- Learn science concepts
- Develop critical-thinking, observational, and mapping skills
- Practice oral language skills
Colored tissue paper
7” x 10” tagboard
White and colored construction paper
Child safety scissors
Set Up and Prepare
In your library area, provide resources such as nature magazines, books, posters, and old animal calendars. Also display and have available lots of animal puppets, stuffed toys, animal replicas, and so forth. Let the children bring in favorite stuffed animals from home.
Step 1: Define the word habitat for children and write this definition on the board. Engage children in a discussion about all the places animals live and record their responses. Put all of the resource materials you have in the middle of a table or on the floor and invite children to sit in a circle around them. Begin a guessing game by asking questions of each picture or toy. “What kind of animal is that? What type of habitat do they live in? What do the plants and trees look like there? What kind of weather do you think they have?” Provide time for them to share, discuss, and explore all the resources.

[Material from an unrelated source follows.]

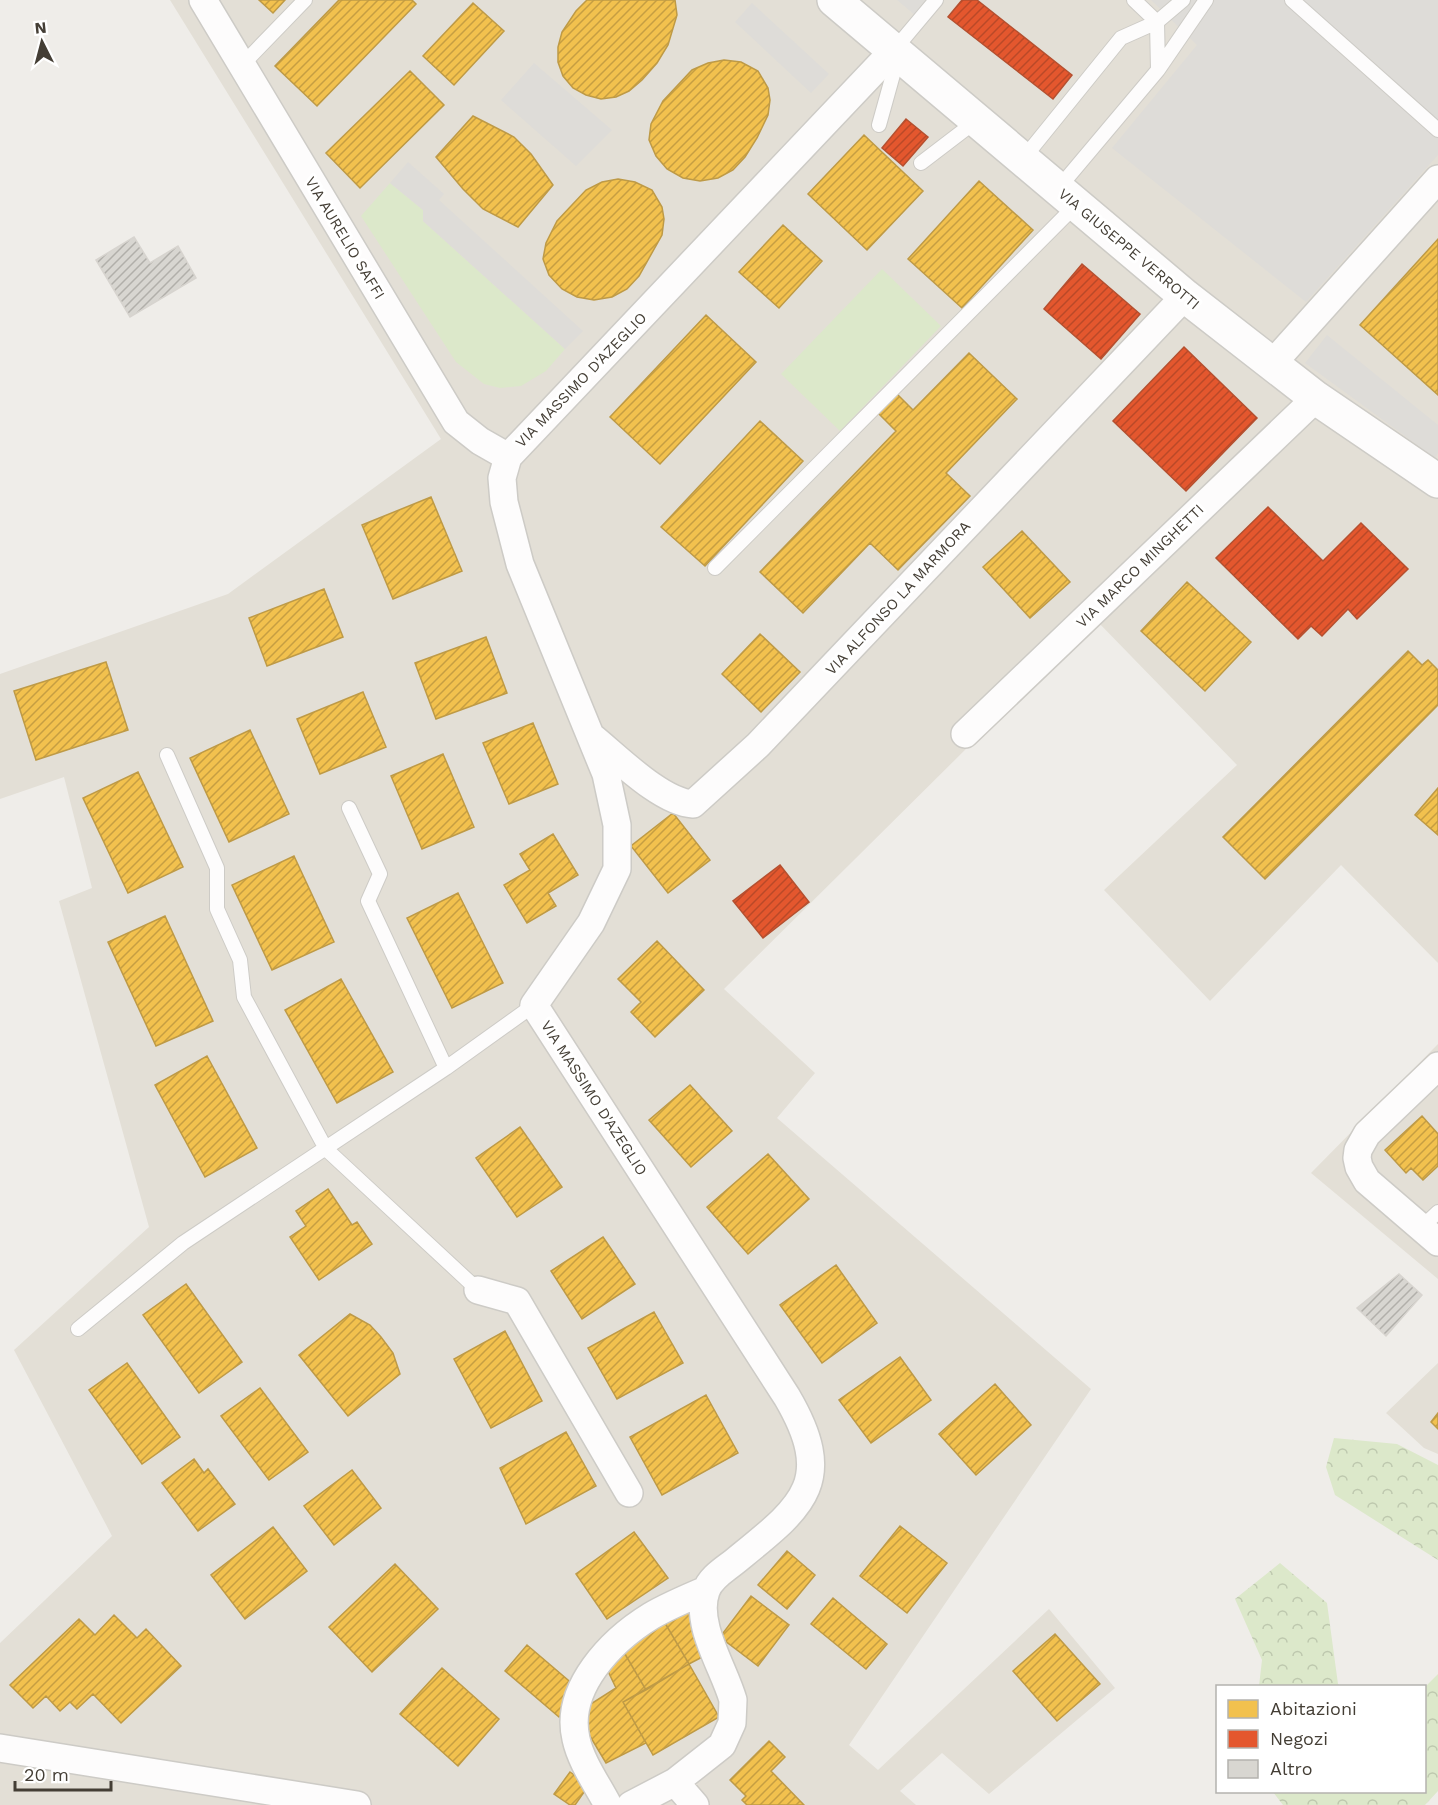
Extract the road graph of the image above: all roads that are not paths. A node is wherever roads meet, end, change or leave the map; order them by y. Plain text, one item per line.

Step 2: Ask children to choose an animal and describe what type of habitat the animal lives in. Once everyone has chosen their animals, put them in habitat groups. Study the habitat of each group more carefully, looking at the types of plants, flowers, and trees that grow there. What is the terrain like? Is it flat, sandy, mountainous, hilly, or covered with water?
Step 3: Pass out a piece of tagboard to each child, and make colored tissue paper available to everyone. Explain to children that they are going to get a chance to create a picture of the habitat their animal lives in, and that they will add their animal to the picture later. Show them how to create the habitat by tearing and overlapping the colored tissue paper.

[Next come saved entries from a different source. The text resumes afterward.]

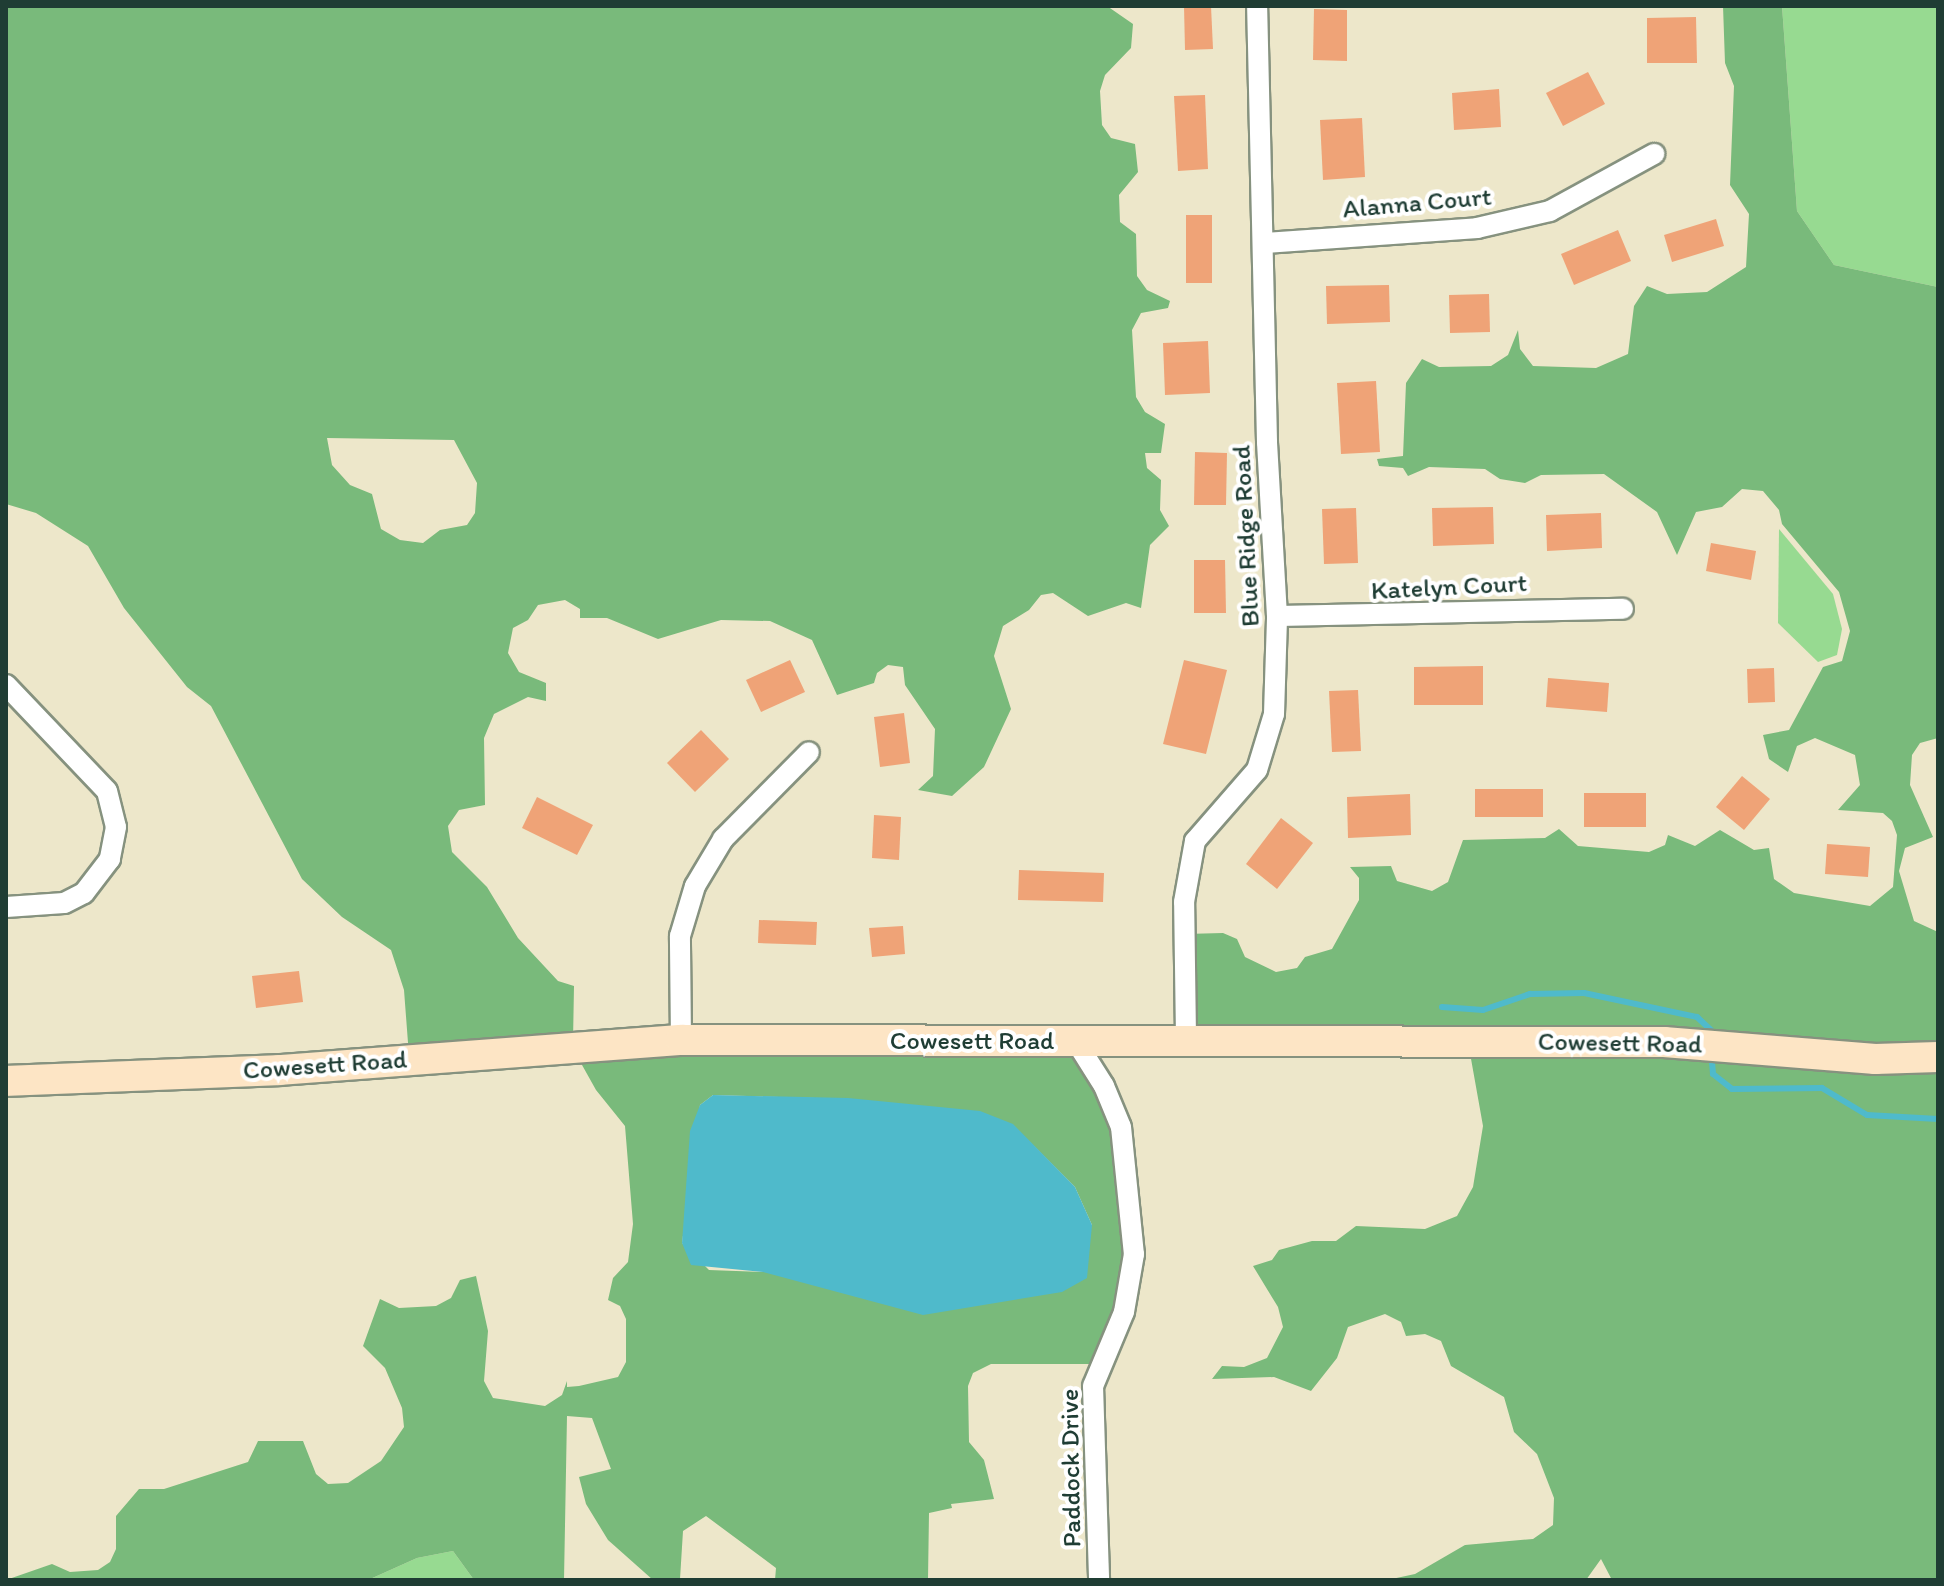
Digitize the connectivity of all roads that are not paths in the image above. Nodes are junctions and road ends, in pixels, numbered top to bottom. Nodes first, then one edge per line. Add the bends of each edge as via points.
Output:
1 (1257, 6) edge
2 (1654, 154) dead end
3 (1265, 243) junction
4 (1623, 609) dead end
5 (1277, 616) junction
6 (6, 685) edge
7 (809, 752) dead end
8 (6, 907) edge
9 (1186, 1037) junction
10 (681, 1040) junction
11 (1075, 1040) junction
12 (1938, 1057) edge
13 (6, 1081) edge
14 (1099, 1580) edge

1 - 3 street, Blue Ridge Road
2 - 3 street, Alanna Court via 1536,214 1477,228
3 - 5 street, Blue Ridge Road via 1267,442
4 - 5 street, Katelyn Court
5 - 9 street, Blue Ridge Road via 1274,714 1257,770 1195,841 1187,873
6 - 8 street via 107,791 116,827 110,859 84,893 64,903
7 - 10 street via 723,839 695,886 680,936
9 - 11 main road, Cowesett Road
9 - 12 main road, Cowesett Road via 1415,1044 1664,1042 1875,1059
10 - 11 main road, Cowesett Road
10 - 13 main road, Cowesett Road via 280,1070
11 - 14 street, Paddock Drive via 1104,1086 1121,1127 1134,1254 1124,1312 1093,1386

Step 4: Give children a sheet of white construction paper and encourage them to draw and cut out the animal they chose. Remind them to think of the size of the habitat they made. How big should the animal be? Model the proper size for them, or demonstrate how they can use their own hand as a measuring guide.
Step 5: Ask children to glue their animal onto the habitat they created, and then glue their habitat pictures onto a larger piece of colored construction paper to use as a frame for their work. Make name cards of each habitat available. Children can copy the habitat’s name onto their finished work, or, if you have enough name cards made, they can find the appropriate habitat name and glue it onto their frame paper. Allow plenty of time for children to share their work with each other.
Remember: Children will need a lot of visual clues and time to talk about habitats. You’ll need to point out the details of each habitat. Remind children to put the glue on the object they are gluing and not the larger piece of work. This avoids a glue mess! Modeling this technique will help them remember.
Help children find out the length of the animal they chose. Are they smaller or larger than their animal? Using a yardstick, have them measure out the length of the animal. Then cut a piece of yarn that length and let the children use it to measure their feet or hands. Ask: How many hands (feet) tall is your animal?
Send a letter home informing parents about the unit you are working on. Ask them to talk with their children about these animals. Parents can create an animal puppet with their child and put on a short performance for other family members.